DATA FOR THE TASK
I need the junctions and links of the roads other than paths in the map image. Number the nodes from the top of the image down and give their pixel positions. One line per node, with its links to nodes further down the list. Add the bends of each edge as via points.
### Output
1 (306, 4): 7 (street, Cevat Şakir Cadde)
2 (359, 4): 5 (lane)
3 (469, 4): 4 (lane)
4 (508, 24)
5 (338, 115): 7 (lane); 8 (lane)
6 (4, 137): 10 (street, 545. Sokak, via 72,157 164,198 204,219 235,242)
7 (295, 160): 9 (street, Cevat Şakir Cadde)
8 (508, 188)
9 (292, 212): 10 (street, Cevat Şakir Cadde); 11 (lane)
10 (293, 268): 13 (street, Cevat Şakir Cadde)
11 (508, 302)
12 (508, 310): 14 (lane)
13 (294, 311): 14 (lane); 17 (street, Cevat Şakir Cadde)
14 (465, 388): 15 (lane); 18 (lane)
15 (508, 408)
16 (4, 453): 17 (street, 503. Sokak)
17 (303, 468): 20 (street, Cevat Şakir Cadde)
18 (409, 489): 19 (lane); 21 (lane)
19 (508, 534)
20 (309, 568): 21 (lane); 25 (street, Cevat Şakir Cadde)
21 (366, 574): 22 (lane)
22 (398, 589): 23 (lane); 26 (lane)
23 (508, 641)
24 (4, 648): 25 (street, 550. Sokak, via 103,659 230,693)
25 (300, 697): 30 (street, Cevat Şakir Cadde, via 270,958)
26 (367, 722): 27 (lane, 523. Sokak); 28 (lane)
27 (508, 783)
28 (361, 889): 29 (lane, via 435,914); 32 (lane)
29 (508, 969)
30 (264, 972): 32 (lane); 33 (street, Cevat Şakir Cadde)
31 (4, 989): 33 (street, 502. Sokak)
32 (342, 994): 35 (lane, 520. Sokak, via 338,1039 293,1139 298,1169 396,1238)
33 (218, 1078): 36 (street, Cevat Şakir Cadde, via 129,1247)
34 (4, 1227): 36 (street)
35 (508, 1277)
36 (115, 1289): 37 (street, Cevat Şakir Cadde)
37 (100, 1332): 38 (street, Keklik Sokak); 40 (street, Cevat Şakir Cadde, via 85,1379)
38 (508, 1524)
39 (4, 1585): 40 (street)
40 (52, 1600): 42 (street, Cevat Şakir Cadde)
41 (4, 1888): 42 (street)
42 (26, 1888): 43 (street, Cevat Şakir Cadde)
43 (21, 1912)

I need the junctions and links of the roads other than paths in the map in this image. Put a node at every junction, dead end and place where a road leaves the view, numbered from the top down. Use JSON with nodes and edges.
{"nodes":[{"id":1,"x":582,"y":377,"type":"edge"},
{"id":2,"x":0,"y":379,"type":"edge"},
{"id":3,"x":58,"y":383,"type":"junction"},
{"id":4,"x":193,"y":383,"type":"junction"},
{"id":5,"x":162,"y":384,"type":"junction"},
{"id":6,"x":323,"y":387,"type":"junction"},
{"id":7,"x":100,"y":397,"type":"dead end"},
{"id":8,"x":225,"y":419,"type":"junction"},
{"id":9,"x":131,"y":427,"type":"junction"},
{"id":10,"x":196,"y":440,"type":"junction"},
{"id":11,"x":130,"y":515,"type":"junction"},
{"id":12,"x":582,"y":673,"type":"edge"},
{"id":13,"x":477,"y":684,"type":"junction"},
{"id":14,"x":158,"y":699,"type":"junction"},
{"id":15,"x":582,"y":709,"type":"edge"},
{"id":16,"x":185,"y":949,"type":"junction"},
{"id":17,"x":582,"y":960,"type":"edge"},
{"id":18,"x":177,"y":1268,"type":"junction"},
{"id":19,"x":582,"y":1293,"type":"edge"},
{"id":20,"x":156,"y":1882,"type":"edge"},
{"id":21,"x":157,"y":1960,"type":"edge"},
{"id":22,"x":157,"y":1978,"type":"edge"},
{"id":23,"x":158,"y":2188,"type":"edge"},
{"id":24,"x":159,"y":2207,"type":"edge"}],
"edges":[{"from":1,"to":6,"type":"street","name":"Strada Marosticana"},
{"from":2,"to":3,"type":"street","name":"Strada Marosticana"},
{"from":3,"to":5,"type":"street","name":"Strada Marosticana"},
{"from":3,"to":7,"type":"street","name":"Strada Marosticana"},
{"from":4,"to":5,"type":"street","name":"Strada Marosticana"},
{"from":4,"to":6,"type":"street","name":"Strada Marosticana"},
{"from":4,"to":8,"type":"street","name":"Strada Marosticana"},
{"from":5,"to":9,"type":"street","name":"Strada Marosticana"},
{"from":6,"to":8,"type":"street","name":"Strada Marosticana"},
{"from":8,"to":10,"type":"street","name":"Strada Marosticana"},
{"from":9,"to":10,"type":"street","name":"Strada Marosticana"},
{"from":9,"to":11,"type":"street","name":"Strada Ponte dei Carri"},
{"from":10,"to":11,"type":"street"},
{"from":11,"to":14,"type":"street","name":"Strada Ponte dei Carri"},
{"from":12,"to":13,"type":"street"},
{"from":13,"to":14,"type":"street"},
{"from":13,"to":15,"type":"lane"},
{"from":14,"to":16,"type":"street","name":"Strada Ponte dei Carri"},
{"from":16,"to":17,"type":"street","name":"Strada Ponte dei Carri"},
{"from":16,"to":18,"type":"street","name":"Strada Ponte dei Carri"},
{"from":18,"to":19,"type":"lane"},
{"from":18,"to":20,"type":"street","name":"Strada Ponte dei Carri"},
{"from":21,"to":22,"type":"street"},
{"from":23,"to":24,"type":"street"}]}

EXERCISE
What is the number of lines in the records that hold "Ponte"? Give the number by itself.

RESPONSE AREA
6